**What you will do:**
Work out how many lines in the entries below include the word "guide", and give only that figure.

BEGIN

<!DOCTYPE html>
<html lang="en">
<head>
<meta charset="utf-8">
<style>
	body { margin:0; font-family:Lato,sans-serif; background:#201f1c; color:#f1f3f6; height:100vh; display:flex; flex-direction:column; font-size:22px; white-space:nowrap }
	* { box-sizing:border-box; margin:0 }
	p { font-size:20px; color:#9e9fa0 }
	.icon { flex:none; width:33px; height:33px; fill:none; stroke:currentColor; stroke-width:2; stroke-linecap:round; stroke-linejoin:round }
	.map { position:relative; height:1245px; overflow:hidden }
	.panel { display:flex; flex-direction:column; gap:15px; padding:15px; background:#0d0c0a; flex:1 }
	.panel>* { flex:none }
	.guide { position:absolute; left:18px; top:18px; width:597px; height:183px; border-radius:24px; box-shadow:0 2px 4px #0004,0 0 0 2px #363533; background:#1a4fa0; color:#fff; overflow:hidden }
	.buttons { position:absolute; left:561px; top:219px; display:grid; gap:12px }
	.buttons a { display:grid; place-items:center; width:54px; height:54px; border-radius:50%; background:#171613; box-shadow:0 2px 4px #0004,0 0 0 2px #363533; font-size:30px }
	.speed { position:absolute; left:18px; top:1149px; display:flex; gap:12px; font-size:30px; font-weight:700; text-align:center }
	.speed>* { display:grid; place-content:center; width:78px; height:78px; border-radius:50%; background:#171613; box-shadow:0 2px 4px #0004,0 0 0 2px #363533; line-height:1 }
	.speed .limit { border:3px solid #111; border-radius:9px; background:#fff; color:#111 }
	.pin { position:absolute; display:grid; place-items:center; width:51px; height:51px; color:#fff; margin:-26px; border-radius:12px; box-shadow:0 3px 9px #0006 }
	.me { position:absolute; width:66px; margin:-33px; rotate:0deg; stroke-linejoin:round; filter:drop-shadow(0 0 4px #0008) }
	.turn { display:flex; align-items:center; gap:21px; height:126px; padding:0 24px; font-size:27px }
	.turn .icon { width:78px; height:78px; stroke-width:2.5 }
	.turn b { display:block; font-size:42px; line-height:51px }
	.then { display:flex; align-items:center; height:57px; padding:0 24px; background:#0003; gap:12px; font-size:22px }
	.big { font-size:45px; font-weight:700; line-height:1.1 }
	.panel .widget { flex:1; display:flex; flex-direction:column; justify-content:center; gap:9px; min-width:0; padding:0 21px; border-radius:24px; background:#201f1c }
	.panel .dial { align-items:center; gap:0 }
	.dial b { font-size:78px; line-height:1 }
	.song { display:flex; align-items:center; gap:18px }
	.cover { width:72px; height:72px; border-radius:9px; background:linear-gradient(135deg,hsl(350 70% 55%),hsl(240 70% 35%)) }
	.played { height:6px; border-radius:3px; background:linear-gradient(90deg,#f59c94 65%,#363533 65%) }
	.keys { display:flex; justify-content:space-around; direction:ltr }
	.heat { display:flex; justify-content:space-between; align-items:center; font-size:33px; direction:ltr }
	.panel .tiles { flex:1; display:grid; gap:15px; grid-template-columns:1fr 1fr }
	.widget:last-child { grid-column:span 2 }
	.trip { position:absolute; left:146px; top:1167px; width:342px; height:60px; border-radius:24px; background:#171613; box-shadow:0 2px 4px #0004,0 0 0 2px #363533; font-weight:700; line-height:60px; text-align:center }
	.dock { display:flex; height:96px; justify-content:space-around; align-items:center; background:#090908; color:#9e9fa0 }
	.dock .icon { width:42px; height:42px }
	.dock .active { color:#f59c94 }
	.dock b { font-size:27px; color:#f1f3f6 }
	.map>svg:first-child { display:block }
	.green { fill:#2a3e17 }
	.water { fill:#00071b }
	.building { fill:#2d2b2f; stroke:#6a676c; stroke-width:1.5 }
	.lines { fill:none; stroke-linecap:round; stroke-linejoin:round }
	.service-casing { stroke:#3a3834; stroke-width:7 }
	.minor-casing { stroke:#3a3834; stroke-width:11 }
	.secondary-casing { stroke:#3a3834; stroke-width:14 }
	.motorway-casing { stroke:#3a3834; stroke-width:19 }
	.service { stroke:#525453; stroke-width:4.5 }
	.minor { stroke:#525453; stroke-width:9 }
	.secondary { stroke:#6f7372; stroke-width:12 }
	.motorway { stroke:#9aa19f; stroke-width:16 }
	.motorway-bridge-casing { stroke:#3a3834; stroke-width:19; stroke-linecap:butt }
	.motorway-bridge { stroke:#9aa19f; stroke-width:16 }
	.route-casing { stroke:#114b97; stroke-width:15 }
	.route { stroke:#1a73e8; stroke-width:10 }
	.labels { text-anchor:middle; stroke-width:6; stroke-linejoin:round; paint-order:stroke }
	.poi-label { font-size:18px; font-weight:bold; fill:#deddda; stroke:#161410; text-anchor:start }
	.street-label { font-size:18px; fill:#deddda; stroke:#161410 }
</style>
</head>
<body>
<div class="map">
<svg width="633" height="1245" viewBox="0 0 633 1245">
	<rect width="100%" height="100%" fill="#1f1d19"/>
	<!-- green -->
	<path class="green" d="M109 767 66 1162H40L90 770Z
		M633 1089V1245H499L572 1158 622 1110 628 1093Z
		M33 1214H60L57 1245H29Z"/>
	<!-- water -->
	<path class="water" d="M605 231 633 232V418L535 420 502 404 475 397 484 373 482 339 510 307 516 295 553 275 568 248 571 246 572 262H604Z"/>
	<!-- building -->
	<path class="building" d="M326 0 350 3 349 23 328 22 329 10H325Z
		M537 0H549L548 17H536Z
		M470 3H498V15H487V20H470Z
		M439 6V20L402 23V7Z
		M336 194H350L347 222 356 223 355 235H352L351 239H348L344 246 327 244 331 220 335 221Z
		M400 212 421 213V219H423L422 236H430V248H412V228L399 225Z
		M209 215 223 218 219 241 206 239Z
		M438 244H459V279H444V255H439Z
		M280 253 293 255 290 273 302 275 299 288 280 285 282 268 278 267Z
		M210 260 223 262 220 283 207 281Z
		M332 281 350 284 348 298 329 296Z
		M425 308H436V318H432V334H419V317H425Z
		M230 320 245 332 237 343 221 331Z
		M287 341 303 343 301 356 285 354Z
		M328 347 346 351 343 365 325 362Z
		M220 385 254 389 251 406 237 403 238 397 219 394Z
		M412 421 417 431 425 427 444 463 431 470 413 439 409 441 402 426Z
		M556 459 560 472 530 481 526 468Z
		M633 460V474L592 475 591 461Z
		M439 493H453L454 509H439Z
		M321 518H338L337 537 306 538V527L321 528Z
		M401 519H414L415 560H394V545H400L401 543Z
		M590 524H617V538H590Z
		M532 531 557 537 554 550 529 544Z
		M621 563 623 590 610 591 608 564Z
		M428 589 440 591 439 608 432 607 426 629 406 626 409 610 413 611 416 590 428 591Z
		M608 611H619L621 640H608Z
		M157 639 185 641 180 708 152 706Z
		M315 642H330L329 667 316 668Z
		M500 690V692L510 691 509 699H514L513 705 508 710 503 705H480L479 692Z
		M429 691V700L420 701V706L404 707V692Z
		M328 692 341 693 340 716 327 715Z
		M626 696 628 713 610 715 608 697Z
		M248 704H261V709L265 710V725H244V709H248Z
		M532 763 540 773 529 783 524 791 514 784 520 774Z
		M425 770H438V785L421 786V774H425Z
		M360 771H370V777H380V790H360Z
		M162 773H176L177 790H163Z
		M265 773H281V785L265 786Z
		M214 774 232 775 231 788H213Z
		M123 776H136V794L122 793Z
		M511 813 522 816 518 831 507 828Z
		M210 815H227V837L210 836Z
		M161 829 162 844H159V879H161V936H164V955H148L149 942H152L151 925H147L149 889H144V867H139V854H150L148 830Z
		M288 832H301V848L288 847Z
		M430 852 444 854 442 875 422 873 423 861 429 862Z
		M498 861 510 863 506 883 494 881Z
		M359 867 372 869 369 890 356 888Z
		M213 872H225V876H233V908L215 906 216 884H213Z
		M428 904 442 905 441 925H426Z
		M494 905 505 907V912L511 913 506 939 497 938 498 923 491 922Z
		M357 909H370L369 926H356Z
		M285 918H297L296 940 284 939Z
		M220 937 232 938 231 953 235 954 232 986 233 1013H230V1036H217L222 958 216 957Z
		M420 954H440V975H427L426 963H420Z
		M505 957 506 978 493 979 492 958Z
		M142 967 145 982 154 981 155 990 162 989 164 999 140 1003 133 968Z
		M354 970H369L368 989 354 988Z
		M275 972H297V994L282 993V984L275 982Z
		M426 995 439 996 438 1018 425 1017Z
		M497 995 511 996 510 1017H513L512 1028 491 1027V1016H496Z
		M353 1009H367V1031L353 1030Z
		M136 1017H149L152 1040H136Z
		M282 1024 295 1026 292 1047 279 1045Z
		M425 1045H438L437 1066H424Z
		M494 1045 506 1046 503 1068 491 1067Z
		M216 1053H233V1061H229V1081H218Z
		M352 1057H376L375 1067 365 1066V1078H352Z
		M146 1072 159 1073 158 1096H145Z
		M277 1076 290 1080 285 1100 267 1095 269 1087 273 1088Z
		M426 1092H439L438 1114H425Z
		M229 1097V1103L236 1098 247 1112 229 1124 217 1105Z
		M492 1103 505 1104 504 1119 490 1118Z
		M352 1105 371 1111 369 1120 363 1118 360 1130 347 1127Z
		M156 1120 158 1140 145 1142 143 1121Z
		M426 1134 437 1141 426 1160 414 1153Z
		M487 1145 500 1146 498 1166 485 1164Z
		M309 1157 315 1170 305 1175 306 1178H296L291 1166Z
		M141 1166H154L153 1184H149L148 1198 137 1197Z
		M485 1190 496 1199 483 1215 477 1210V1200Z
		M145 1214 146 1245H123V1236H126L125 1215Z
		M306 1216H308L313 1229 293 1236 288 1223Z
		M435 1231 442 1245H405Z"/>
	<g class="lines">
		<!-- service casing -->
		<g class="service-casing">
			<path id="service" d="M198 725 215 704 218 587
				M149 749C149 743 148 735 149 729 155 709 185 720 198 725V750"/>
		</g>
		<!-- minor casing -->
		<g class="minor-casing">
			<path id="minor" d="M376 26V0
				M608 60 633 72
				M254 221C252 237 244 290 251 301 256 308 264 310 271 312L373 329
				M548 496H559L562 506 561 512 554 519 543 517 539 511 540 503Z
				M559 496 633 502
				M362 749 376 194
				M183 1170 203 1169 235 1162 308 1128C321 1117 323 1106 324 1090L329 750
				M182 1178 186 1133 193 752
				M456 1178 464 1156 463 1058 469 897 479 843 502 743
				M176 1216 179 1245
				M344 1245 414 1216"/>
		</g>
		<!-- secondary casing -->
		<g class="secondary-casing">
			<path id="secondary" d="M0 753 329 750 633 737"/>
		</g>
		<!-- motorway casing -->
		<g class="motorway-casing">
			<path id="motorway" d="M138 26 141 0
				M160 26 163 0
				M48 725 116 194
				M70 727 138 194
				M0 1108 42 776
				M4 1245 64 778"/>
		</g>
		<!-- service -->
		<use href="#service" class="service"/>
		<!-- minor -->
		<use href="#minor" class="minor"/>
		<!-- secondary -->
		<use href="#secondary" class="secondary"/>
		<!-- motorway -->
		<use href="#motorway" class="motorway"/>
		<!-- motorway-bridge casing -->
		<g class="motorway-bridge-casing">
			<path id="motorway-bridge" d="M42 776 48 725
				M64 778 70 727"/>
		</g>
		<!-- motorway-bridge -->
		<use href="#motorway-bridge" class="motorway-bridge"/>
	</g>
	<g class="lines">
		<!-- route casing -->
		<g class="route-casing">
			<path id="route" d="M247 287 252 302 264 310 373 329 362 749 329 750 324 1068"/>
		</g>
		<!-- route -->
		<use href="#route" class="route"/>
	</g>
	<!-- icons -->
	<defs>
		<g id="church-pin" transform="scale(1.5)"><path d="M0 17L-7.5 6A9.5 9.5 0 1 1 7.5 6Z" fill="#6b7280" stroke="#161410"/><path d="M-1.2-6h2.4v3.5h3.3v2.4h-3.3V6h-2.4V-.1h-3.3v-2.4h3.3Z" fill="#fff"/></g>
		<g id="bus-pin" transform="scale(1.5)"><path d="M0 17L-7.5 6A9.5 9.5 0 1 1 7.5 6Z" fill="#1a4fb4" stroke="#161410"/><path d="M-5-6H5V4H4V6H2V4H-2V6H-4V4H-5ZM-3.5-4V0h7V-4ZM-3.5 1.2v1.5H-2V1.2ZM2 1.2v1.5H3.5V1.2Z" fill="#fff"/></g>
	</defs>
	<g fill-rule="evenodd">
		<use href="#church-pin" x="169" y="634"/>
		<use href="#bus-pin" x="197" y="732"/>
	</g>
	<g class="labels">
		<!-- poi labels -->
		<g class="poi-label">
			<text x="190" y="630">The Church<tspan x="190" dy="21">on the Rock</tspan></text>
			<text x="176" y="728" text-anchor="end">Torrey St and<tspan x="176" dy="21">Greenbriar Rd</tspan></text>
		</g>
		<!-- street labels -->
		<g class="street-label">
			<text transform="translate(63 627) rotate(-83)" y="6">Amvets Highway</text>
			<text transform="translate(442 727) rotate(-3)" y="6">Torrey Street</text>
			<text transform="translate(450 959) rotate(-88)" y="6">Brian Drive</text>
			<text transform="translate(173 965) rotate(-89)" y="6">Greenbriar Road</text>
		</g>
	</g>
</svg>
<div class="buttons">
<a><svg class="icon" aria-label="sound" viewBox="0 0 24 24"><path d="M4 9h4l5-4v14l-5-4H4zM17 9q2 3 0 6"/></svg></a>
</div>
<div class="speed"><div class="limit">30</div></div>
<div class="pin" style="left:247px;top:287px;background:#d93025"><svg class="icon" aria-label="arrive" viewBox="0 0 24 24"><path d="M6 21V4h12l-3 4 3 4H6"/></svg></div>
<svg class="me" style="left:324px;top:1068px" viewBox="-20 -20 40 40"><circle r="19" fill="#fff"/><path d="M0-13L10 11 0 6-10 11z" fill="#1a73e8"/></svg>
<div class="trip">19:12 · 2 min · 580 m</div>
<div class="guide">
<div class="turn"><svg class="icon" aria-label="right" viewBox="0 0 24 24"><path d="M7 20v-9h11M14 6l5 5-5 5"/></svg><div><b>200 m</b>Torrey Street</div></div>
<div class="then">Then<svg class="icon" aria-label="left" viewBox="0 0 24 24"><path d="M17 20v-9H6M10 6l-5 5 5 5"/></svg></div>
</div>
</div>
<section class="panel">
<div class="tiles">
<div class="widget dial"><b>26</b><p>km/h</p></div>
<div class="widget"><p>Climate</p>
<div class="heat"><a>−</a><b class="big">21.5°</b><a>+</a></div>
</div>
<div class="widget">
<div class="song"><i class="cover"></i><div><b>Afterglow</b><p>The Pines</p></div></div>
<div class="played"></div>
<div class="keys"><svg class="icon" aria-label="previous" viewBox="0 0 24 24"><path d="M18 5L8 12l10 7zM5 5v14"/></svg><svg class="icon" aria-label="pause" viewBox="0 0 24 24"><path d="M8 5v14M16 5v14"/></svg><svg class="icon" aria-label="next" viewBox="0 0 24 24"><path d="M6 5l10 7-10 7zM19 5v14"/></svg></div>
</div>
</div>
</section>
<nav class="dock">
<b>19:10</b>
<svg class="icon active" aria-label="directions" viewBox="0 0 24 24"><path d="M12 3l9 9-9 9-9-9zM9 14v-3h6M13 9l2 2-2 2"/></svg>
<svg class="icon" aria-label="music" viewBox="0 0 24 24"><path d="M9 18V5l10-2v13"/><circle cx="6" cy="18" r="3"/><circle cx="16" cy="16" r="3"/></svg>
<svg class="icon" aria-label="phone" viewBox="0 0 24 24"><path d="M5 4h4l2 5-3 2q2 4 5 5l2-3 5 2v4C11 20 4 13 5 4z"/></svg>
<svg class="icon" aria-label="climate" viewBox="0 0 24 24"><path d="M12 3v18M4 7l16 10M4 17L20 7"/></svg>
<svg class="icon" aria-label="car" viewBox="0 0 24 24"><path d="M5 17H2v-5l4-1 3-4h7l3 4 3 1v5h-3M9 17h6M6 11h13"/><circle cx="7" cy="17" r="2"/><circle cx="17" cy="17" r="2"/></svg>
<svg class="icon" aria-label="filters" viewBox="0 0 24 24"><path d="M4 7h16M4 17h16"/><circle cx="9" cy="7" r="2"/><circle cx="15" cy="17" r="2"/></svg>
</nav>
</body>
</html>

END

**Answer to the exercise:**
2